“We are suffocating in the basement”: after the fire in their apartment, a woman and her child sleep in the cellar


For two weeks Nakkaba and her thirteen-year-old son Dalid had been sleeping in the cellar of their apartment which burned down on March 20. Dislodged last Friday, they are desperately awaiting emergency housing.

Hair hidden under his bandana and small, tired eyes, Nakkaba leads the visit. “Over there is the homework area, here is the toilet area, and there is the kitchen area.” Like at home. However, that’s not quite it: we are here in the cellar of his building located in the Petit Bard district. She and her son Dalid (not her real name), 13, have found shelter there for two weeks, after the fire of a candle left behind by negligence, which destroyed their second floor apartment on March 20. They have been on the street since Friday, after the trustee asked them to leave the premises.

“The smell bothers me”

Every morning, since they had to leave the hotel offered by the insurance – they were able to stay there for five days, renewed twice – Nakkaba and Dalid have breakfast at the “Café royal”, 200 meters from their residence and open seven days a week.We come to get some fresh air and see the light because in the storage room, we’re suffocating in the basement“, explains the 37-year-old woman, concerned to see her child coughing more and more. For a week, the schoolboy has refused to go to school. “The smell bothers me“, he says with a blank look, seeing all his belongings abandoned three floors higher, reeking and too blackened by smoke.

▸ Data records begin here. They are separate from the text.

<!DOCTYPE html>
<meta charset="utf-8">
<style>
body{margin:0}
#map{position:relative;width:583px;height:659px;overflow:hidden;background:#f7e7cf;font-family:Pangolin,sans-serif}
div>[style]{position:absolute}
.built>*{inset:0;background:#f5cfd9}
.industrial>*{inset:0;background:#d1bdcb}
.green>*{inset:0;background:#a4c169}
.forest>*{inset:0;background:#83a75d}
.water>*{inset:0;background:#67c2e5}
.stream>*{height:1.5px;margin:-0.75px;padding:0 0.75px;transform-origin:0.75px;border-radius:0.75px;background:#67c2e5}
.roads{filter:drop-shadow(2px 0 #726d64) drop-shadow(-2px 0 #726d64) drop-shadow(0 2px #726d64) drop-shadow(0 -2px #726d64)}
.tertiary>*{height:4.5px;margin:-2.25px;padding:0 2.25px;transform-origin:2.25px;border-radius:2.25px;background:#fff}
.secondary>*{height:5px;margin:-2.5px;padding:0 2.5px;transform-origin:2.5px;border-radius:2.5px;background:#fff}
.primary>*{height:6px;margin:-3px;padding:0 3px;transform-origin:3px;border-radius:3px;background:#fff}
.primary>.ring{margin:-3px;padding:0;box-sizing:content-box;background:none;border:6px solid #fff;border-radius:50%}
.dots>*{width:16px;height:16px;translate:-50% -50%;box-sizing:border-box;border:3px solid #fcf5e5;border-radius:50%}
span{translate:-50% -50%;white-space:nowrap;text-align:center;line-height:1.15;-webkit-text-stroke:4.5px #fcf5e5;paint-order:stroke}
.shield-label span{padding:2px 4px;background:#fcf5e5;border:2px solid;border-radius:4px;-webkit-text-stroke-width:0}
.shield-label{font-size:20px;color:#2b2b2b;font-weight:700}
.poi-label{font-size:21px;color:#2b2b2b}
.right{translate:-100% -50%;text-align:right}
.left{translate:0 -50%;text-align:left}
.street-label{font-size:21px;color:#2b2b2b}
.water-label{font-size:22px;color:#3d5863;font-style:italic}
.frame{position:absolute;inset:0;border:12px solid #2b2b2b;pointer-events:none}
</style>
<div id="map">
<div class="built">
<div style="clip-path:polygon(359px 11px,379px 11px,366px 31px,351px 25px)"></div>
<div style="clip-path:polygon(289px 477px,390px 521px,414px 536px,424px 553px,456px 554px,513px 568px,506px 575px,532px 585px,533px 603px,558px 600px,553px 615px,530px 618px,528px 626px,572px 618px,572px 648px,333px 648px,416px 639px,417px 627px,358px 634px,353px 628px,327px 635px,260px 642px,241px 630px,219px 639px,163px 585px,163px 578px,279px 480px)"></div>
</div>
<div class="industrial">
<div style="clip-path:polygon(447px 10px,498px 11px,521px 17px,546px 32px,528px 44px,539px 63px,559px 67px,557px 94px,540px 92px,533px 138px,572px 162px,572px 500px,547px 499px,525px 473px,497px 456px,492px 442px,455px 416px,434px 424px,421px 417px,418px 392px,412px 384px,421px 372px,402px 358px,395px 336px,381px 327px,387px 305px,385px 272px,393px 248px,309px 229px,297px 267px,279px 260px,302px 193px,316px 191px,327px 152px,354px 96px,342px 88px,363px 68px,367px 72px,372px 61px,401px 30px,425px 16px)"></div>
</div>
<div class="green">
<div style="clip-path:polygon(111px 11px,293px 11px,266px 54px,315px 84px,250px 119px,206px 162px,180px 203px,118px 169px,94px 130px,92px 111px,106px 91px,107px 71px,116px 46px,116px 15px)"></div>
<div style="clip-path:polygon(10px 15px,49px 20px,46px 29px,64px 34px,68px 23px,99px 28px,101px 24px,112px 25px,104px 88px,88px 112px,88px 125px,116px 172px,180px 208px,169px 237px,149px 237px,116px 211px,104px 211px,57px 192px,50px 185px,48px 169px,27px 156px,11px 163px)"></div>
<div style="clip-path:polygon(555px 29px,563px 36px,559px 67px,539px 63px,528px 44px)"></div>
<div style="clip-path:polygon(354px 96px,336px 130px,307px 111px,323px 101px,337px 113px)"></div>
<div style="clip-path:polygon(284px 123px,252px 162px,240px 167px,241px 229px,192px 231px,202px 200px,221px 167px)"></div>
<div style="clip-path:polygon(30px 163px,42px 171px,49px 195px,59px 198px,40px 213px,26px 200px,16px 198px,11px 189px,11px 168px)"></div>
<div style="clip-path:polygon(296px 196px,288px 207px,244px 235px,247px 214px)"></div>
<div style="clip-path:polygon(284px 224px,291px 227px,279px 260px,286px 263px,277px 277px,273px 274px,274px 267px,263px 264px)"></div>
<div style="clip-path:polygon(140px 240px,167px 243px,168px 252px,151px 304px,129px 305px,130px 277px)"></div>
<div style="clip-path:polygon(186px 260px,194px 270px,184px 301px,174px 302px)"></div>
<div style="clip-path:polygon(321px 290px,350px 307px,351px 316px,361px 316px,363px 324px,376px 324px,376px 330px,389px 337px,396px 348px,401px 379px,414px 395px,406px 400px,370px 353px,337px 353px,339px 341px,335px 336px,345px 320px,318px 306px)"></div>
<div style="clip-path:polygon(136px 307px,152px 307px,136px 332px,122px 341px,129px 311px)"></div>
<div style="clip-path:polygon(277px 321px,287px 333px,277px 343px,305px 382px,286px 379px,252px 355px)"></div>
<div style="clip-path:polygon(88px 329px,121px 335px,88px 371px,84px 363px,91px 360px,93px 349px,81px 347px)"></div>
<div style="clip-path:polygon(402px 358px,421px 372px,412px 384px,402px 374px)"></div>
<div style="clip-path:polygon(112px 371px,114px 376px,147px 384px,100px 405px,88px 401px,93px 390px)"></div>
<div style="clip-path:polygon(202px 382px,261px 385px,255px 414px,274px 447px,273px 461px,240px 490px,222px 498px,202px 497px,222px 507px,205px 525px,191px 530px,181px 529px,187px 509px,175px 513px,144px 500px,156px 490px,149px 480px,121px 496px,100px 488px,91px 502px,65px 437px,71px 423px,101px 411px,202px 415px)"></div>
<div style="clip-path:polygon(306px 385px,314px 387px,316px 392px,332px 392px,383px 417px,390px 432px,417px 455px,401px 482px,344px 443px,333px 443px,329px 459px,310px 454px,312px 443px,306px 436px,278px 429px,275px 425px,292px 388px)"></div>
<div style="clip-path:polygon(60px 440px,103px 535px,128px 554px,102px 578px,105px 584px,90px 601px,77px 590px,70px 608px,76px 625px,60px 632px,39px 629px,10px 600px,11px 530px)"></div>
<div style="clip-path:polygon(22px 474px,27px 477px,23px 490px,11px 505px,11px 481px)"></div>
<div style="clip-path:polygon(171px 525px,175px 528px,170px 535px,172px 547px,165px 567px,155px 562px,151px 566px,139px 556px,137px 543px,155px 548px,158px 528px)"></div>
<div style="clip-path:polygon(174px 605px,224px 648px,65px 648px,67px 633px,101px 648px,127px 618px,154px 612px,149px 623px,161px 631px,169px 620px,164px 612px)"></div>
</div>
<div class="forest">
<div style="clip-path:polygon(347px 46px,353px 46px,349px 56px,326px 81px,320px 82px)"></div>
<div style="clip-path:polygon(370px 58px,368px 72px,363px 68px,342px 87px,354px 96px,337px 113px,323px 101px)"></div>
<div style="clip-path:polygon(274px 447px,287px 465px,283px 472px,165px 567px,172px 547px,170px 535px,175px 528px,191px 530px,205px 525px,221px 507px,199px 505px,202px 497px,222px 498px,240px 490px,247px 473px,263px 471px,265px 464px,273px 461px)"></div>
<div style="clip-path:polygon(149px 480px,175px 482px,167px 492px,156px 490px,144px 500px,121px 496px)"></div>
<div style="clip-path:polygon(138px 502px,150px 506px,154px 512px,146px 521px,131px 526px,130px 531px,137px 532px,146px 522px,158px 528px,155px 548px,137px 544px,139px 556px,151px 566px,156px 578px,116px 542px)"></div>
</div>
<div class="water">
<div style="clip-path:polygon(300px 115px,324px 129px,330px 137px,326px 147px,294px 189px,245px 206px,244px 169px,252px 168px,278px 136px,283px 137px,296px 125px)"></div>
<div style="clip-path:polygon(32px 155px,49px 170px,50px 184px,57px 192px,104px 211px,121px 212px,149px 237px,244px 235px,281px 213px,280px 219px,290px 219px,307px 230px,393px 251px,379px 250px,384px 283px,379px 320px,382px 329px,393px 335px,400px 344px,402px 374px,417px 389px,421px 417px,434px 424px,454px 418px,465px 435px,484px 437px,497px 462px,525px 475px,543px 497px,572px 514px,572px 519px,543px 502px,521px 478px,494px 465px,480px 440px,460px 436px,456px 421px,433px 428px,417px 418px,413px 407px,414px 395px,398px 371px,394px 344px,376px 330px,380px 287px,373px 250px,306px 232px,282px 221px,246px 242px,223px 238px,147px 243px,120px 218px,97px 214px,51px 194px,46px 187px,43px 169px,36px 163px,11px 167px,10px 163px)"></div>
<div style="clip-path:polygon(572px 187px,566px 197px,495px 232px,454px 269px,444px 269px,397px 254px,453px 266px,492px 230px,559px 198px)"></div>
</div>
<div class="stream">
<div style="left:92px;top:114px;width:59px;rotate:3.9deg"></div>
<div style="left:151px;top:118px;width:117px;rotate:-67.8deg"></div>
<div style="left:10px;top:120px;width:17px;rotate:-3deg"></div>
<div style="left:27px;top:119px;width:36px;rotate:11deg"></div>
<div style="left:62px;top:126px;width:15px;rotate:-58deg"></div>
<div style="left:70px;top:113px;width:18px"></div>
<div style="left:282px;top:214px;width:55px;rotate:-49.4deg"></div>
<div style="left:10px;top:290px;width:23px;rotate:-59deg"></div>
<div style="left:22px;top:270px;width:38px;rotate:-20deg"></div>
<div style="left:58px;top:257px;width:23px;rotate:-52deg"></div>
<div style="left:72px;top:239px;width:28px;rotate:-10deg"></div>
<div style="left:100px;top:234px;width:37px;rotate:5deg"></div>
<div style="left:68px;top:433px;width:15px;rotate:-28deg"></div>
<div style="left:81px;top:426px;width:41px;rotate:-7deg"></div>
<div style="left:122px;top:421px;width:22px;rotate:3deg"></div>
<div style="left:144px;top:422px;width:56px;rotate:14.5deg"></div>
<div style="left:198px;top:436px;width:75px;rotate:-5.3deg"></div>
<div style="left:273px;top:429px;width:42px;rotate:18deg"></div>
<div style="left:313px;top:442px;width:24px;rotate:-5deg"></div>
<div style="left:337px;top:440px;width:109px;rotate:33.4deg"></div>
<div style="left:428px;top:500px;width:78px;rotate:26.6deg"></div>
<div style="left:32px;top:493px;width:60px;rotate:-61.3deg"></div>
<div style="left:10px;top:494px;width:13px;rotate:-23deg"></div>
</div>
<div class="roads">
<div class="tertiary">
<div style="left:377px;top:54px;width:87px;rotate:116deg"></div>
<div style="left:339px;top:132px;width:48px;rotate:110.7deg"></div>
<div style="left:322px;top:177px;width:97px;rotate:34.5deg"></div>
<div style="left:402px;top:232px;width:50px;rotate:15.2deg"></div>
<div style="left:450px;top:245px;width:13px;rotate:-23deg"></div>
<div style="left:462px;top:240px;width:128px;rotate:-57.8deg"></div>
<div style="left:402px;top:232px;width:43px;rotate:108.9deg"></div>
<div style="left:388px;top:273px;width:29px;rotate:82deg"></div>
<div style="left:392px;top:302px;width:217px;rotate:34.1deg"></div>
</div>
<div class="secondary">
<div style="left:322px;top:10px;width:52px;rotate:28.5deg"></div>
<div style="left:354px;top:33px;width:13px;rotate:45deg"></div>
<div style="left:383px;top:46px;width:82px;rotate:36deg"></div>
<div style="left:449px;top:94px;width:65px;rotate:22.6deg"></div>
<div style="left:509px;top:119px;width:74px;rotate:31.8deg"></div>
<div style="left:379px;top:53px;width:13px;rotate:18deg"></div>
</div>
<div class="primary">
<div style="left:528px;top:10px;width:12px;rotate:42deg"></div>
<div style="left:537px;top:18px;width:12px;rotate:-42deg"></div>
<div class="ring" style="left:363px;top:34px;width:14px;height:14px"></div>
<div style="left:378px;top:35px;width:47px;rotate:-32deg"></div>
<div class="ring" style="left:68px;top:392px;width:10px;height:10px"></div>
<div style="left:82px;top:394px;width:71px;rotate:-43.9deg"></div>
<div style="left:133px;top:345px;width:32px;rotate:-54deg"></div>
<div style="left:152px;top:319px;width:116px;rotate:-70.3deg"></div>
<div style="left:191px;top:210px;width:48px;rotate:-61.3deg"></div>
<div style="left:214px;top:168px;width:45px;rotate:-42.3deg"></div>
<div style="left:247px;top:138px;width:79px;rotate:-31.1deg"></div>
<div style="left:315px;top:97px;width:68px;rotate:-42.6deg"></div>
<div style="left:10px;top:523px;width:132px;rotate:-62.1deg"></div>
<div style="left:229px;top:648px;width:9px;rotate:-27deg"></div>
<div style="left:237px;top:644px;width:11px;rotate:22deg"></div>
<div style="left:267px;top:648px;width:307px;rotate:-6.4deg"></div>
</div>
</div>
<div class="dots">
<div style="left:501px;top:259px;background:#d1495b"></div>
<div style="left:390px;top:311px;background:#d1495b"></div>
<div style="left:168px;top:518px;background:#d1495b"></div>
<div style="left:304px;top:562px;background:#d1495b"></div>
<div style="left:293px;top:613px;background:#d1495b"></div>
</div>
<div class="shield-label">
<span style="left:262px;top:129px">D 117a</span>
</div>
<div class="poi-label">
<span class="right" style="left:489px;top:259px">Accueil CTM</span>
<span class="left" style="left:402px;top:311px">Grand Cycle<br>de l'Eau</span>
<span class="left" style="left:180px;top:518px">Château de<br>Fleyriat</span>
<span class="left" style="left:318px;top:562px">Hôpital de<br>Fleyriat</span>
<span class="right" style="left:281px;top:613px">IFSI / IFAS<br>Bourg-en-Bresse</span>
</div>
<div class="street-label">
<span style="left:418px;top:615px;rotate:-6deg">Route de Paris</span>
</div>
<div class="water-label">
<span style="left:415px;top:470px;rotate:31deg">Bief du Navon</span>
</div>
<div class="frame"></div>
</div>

Some neighbors and parents from the football club where Dalid trains showed solidarity by donating clothes to the family, sometimes offering to shower them or spend the night at their place. For the rest, Nakkaba goes to the popular aid and buys something for two or three euros to satisfy herself, like this camping chair that she installed on wooden planks, themselves found in the street. “This is to avoid getting dirty and so that Dalid can take off his shoes. Cit’s good, every day I have ideas, she reassures herself, trying to smile. I do all this for my son.”

“The 115 is my only hope”

While at the hotel, both hoped to be placed in emergency housing quickly. Above all, after the expert’s visit to the burned apartment, which has since been declared uninhabitable, the owner decided – within her rights – to terminate the lease. She is also recognized by law as a victim, the lessor is not required to rehouse her tenant, the fire being caused by an external event. Nakkaba and his son must return the keys. “115 is my only hope. I call when they open at 10:30 a.m., they tell me there is no more room and to call back tomorrow. I still call back at 3:30 p.m. just in case, but it’s always the same.“Accompanied by social services and associations that work with disadvantaged people, the widow multiplies administrative procedures, such as renewing her residence permit, essential to later be able to apply for social housing.”The procedures are long, we do it step by step. But I don’t want to squat or break the rules. I just want somewhere safe and clean.” she calls, for the moment reduced to showering with a glove and urinating in a bag, out of sight of her son, in the neighboring room.

She also says she is distressed by the noise of the trash bags falling in this same room throughout the day. So as soon as she hears a noise, she rushes to block the entrance with an iron gate and sheets dropped at the doorstep, which itself is impossible to close from the inside.

Fighting for your son’s future

However, the one who arrived in France ten years ago is adamant about the idea of ​​not warning her mother, who lives in Marrakech. “To avoid worrying him“, she says. Since she stopped working a few years ago, her brother sends her money from time to time.

Without real friends in whom to confide – perhaps apart from Omar, the boss of the “Café royal” – she clings to her son’s future. He, who dreams of being a veterinarian, insists on finishing his studies in Montpellier. “The social worker told me that it might be possible to be accommodated elsewhere if we couldn’t find solutions here, for example in Béziers. But it’s too complicated with college. We can’t move, this accident must not spoil his plan.

While Dalid is at the supermarket next door – “tonight it’s salad, tomato, corn, and a little bread” – Nakkaba remains on the sunny terrace of the café, isolated in a corner. Pensive, she observes the passers-by. “It’s long. I’m bored. I can’t wait to wake up to the light.